*WHAT IS NEEDED*. Can the data below be set down again exactly, line for line?

*RECORDS FOR THIS EXERCISE*.
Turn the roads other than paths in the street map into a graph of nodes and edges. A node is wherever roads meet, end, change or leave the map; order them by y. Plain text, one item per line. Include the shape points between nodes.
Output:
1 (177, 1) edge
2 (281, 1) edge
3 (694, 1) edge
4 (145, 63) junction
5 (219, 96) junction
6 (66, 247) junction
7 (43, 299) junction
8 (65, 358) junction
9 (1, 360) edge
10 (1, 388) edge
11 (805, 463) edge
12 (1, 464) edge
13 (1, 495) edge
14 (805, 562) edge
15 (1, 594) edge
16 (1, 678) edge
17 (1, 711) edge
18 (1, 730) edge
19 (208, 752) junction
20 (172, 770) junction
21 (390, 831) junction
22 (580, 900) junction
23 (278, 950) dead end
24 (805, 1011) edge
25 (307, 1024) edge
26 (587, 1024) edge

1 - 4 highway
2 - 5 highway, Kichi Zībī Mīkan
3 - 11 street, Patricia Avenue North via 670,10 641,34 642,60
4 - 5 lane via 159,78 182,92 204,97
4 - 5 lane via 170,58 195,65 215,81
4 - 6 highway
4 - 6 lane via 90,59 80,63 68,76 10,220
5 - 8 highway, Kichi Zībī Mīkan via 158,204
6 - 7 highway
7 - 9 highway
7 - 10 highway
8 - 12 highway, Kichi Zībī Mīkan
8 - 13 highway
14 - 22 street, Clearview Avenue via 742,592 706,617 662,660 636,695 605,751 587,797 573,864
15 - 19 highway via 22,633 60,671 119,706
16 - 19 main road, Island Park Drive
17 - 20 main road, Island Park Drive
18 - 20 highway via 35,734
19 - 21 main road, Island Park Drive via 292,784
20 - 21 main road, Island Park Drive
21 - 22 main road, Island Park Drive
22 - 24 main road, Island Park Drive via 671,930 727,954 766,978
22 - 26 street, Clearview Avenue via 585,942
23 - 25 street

*RESPONSE FOR THIS EXERCISE*.
Turn the roads other than paths in the street map into a graph of nodes and edges. A node is wherever roads meet, end, change or leave the map; order them by y. Plain text, one item per line. Include the shape points between nodes.
Output:
1 (177, 1) edge
2 (281, 1) edge
3 (694, 1) edge
4 (145, 63) junction
5 (219, 96) junction
6 (66, 247) junction
7 (43, 299) junction
8 (65, 358) junction
9 (1, 360) edge
10 (1, 388) edge
11 (805, 463) edge
12 (1, 464) edge
13 (1, 495) edge
14 (805, 562) edge
15 (1, 594) edge
16 (1, 678) edge
17 (1, 711) edge
18 (1, 730) edge
19 (208, 752) junction
20 (172, 770) junction
21 (390, 831) junction
22 (580, 900) junction
23 (278, 950) dead end
24 (805, 1011) edge
25 (307, 1024) edge
26 (587, 1024) edge

1 - 4 highway
2 - 5 highway, Kichi Zībī Mīkan
3 - 11 street, Patricia Avenue North via 670,10 641,34 642,60
4 - 5 lane via 159,78 182,92 204,97
4 - 5 lane via 170,58 195,65 215,81
4 - 6 highway
4 - 6 lane via 90,59 80,63 68,76 10,220
5 - 8 highway, Kichi Zībī Mīkan via 158,204
6 - 7 highway
7 - 9 highway
7 - 10 highway
8 - 12 highway, Kichi Zībī Mīkan
8 - 13 highway
14 - 22 street, Clearview Avenue via 742,592 706,617 662,660 636,695 605,751 587,797 573,864
15 - 19 highway via 22,633 60,671 119,706
16 - 19 main road, Island Park Drive
17 - 20 main road, Island Park Drive
18 - 20 highway via 35,734
19 - 21 main road, Island Park Drive via 292,784
20 - 21 main road, Island Park Drive
21 - 22 main road, Island Park Drive
22 - 24 main road, Island Park Drive via 671,930 727,954 766,978
22 - 26 street, Clearview Avenue via 585,942
23 - 25 street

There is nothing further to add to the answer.